Sleep apnea syndrome (SAS) is considered to be associated with heart failure (HF). It is known that autophagy is induced in various heart diseases thereby promotes survival, but its excess may be maladaptive. Intermittent hypoxia (IH) plays pivotal role in the pathogenesis of SAS. We aimed to clarify the relationships among IH, autophagy, and HF. Rats underwent IH at a rate of 20 cycles/h (nadir of 4% O2 to peak of 21% O2 with 0% CO2) or normal air breathing (control) for 8 h/d for 3 weeks. IH increased the cardiac LC3II/LC3I ratio. The IH induced upregulation of LC3II was attenuated by the administration of an inhibitor of autophagosome formation 3-methyladenine (3-MA), but enhanced by an inhibitor of autophagosome–lysosome fusion chloroquine (CQ), showing enhanced autophagic flux in IH hearts. Electron microscopy confirmed an increase in autophagosomes and lysosomes in IH. With 3-MA or CQ, IH induced progressive deterioration of fractional shortening (FS) on echocardiography over 3 weeks, although IH, 3-MA, or CQ alone had no effects. With CQ, IH for 4 weeks increased serum troponin T levels, reflecting necrosis. Western blotting analyses showed dephosphorylation of Akt and mammalian target of rapamycin (mTOR) at Akt (Ser2448, 2481) sites, suggesting the activation of autophagy via Akt inactivation. Conclusions.
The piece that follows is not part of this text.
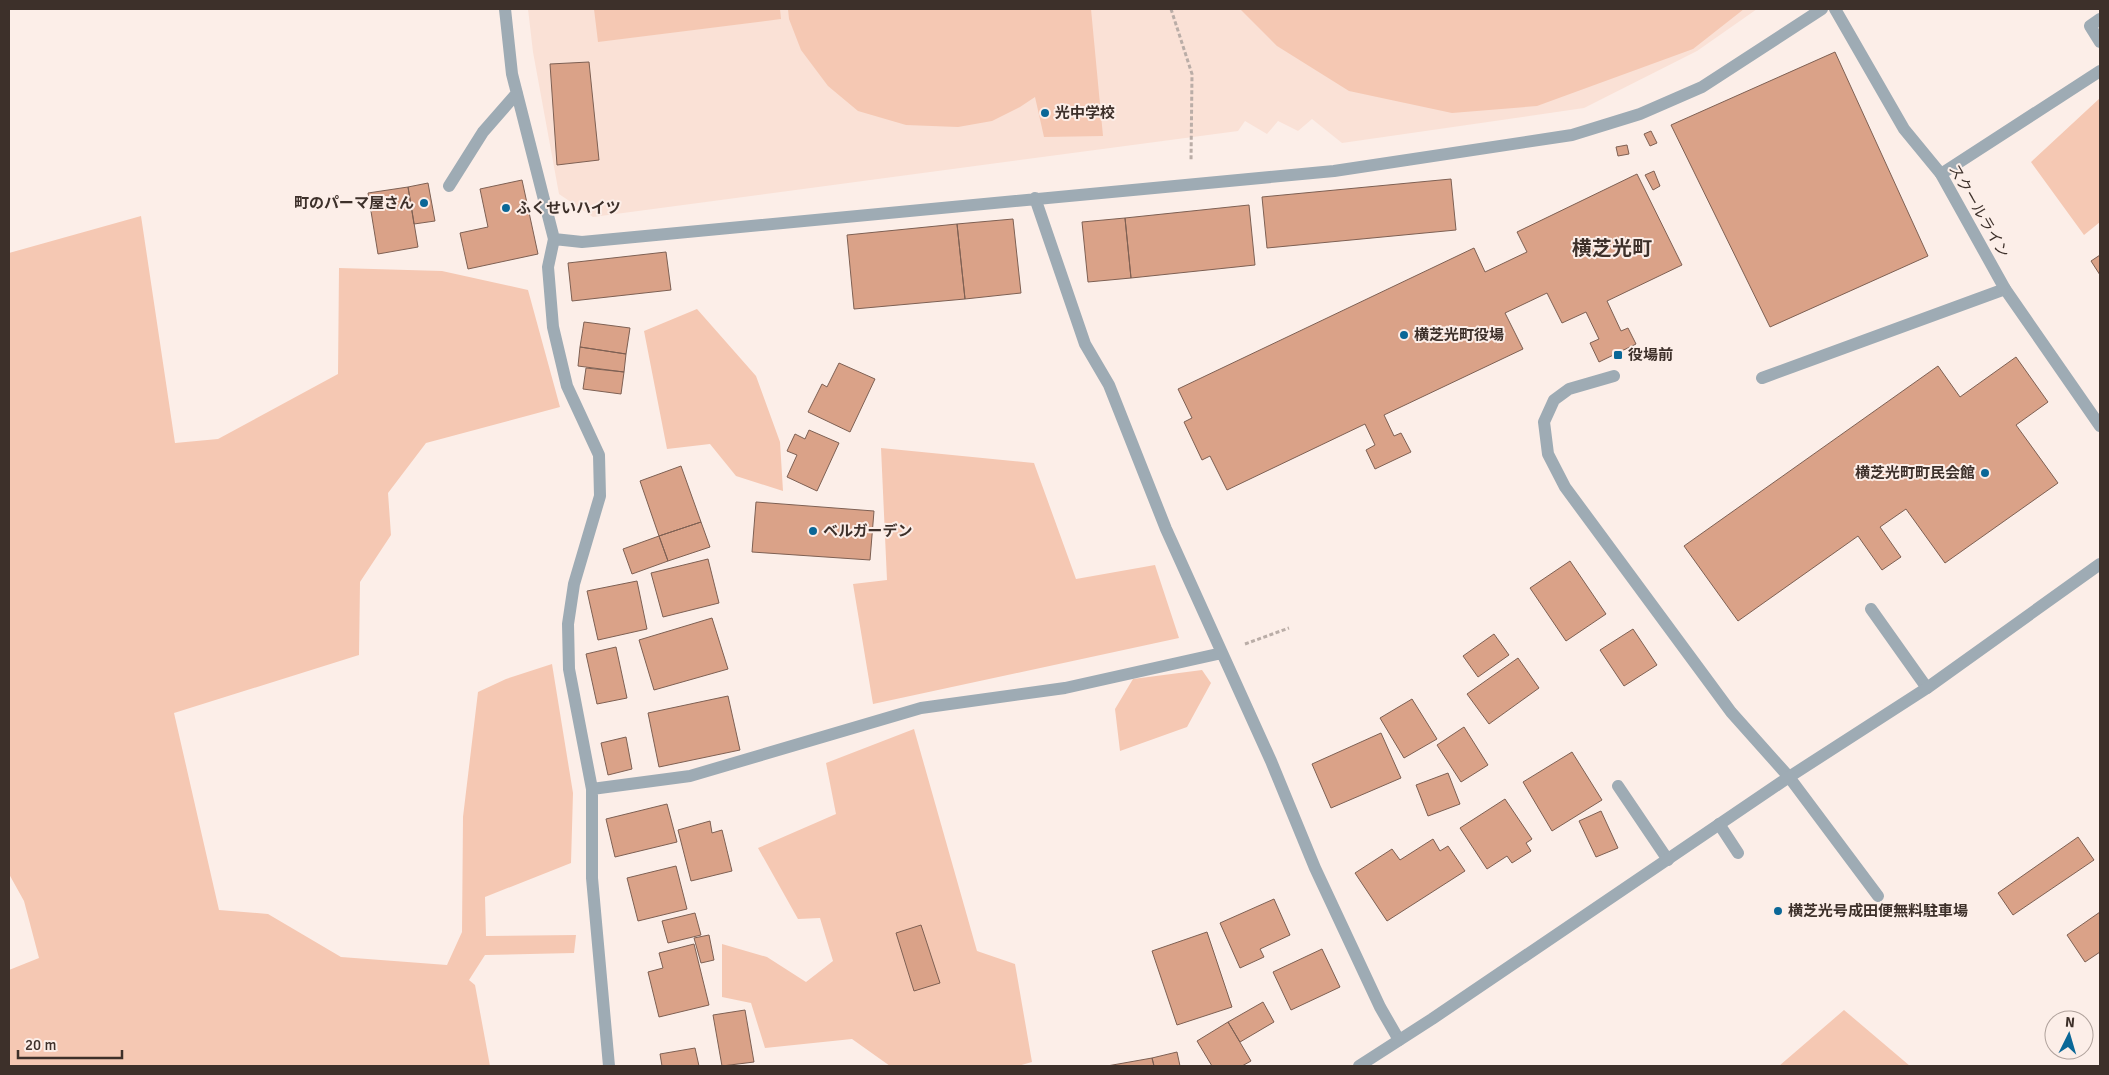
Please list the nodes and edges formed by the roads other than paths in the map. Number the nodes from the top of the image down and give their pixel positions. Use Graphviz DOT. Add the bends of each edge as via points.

IH-mediated autophagy maintains contractile function, whereas when autophagy is inhibited, IH induces systolic dysfunction due to myocyte necrosis. General significance. This study highlighted the potential implications of autophagy in cardio-protection in early SAS patients without comorbidity, reproduced in normal rats by 3 ~ 4 weeks of IH.